*** Dataset entries ***

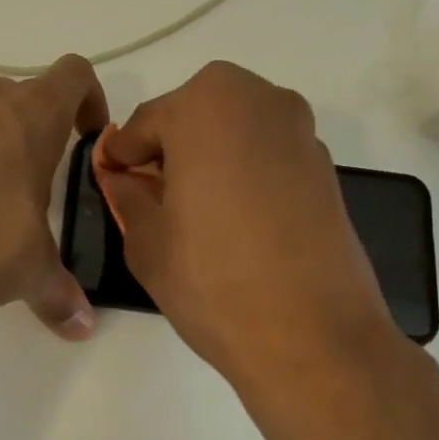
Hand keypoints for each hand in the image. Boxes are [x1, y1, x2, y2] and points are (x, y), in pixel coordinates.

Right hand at [94, 62, 437, 439]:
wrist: (314, 339)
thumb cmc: (213, 280)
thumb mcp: (146, 239)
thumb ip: (127, 194)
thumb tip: (122, 177)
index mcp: (207, 105)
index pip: (145, 123)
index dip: (123, 157)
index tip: (112, 183)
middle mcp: (260, 100)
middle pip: (194, 115)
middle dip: (169, 149)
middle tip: (153, 197)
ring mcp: (300, 132)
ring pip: (234, 131)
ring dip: (208, 158)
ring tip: (195, 212)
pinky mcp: (326, 168)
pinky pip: (266, 154)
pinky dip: (244, 173)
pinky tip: (236, 221)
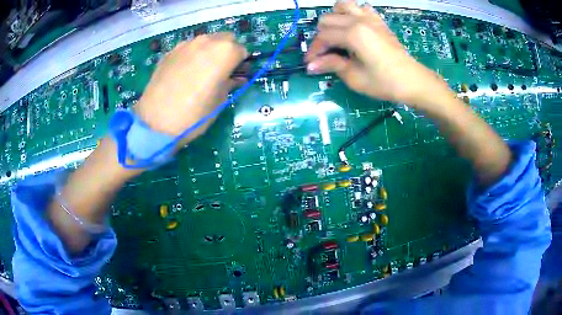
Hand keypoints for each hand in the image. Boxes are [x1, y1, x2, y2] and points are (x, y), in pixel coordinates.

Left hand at [135, 32, 247, 142]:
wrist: (156, 121)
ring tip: (200, 71)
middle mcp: (207, 41)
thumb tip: (236, 79)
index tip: (235, 75)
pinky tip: (183, 73)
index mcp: (225, 52)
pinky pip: (188, 48)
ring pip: (206, 41)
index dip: (241, 63)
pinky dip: (191, 55)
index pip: (242, 50)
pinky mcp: (170, 52)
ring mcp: (186, 44)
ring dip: (209, 51)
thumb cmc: (195, 114)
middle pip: (225, 39)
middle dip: (227, 51)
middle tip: (221, 70)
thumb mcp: (219, 101)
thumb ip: (230, 84)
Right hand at [305, 1, 450, 108]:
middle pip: (327, 19)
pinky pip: (361, 8)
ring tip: (337, 35)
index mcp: (353, 34)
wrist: (413, 81)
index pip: (323, 36)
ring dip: (335, 19)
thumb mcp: (355, 78)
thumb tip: (311, 65)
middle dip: (321, 36)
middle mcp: (359, 20)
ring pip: (342, 6)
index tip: (311, 64)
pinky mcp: (378, 21)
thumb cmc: (385, 82)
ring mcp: (370, 18)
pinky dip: (352, 13)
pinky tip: (354, 27)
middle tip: (325, 54)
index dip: (314, 50)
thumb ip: (332, 65)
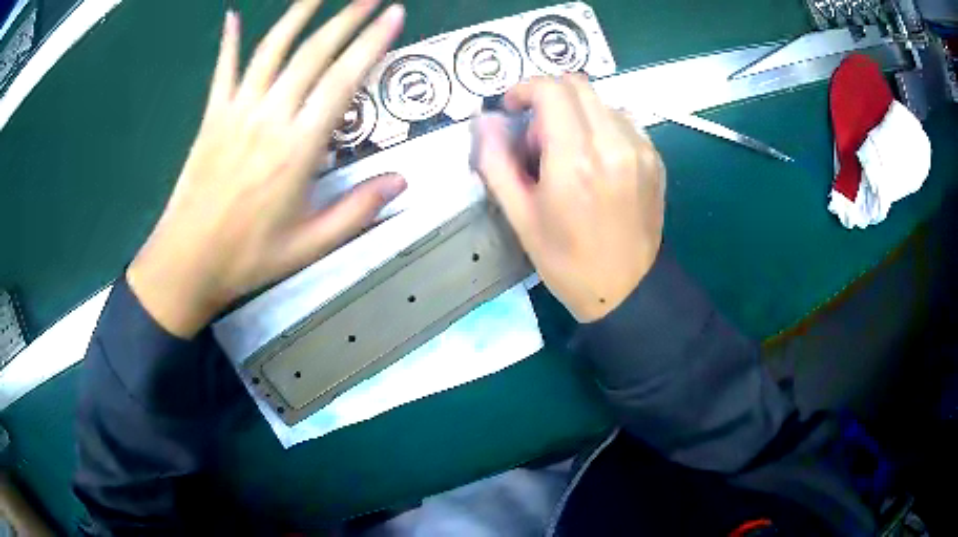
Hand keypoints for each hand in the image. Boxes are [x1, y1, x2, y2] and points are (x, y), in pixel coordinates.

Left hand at [127, 0, 405, 337]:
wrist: (187, 261)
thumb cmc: (248, 257)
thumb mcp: (310, 246)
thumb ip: (357, 210)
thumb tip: (402, 180)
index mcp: (297, 149)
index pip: (343, 80)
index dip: (372, 43)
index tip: (394, 15)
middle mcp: (269, 118)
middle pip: (313, 54)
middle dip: (347, 18)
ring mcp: (236, 112)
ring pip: (271, 50)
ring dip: (298, 15)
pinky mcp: (212, 117)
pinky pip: (223, 70)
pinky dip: (228, 41)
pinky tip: (232, 16)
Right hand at [475, 75, 665, 321]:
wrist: (626, 289)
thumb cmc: (566, 261)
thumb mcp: (520, 216)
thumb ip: (496, 161)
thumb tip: (485, 119)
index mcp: (575, 160)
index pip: (551, 89)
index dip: (524, 89)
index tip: (513, 109)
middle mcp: (613, 144)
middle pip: (577, 85)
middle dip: (549, 100)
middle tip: (539, 139)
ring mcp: (641, 149)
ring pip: (600, 101)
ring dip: (576, 114)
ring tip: (569, 155)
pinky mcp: (655, 157)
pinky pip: (622, 121)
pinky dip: (600, 128)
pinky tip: (596, 163)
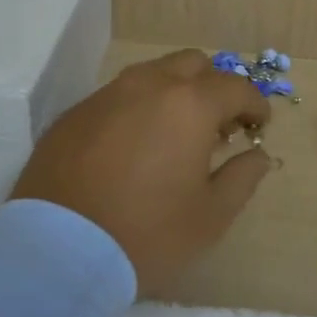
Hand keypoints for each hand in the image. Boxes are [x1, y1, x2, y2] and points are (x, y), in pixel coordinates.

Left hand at [10, 49, 273, 293]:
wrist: (56, 251)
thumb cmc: (146, 233)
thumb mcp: (210, 217)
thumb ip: (242, 178)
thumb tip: (258, 155)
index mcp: (189, 104)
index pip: (236, 86)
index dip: (255, 104)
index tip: (260, 126)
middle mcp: (148, 85)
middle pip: (193, 65)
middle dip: (214, 88)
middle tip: (218, 127)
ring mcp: (106, 95)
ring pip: (152, 74)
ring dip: (174, 93)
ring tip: (176, 135)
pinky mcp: (74, 113)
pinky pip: (118, 97)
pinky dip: (138, 109)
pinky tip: (134, 147)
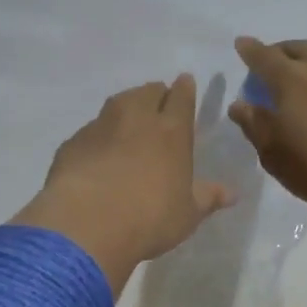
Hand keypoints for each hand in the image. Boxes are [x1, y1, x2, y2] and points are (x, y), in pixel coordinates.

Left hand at [12, 75, 233, 296]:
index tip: (185, 82)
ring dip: (127, 106)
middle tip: (159, 103)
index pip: (181, 97)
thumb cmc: (150, 218)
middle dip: (156, 94)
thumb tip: (232, 194)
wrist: (86, 223)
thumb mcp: (187, 214)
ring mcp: (101, 126)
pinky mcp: (73, 142)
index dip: (184, 88)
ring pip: (118, 103)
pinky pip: (92, 130)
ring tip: (130, 120)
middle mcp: (136, 118)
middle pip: (148, 92)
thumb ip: (207, 198)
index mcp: (171, 131)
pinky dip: (99, 135)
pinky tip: (98, 152)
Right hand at [226, 38, 306, 209]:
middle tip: (272, 62)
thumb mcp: (274, 153)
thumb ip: (255, 124)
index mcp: (290, 80)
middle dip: (280, 51)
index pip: (263, 57)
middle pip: (297, 48)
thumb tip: (240, 104)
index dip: (250, 50)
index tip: (242, 44)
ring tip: (305, 81)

*** End of Dataset entries ***

◆ **Your instructions**
Your reply should be one number: how many lines in the listing hold the word "wrist".

◆ **Answer to the problem**
7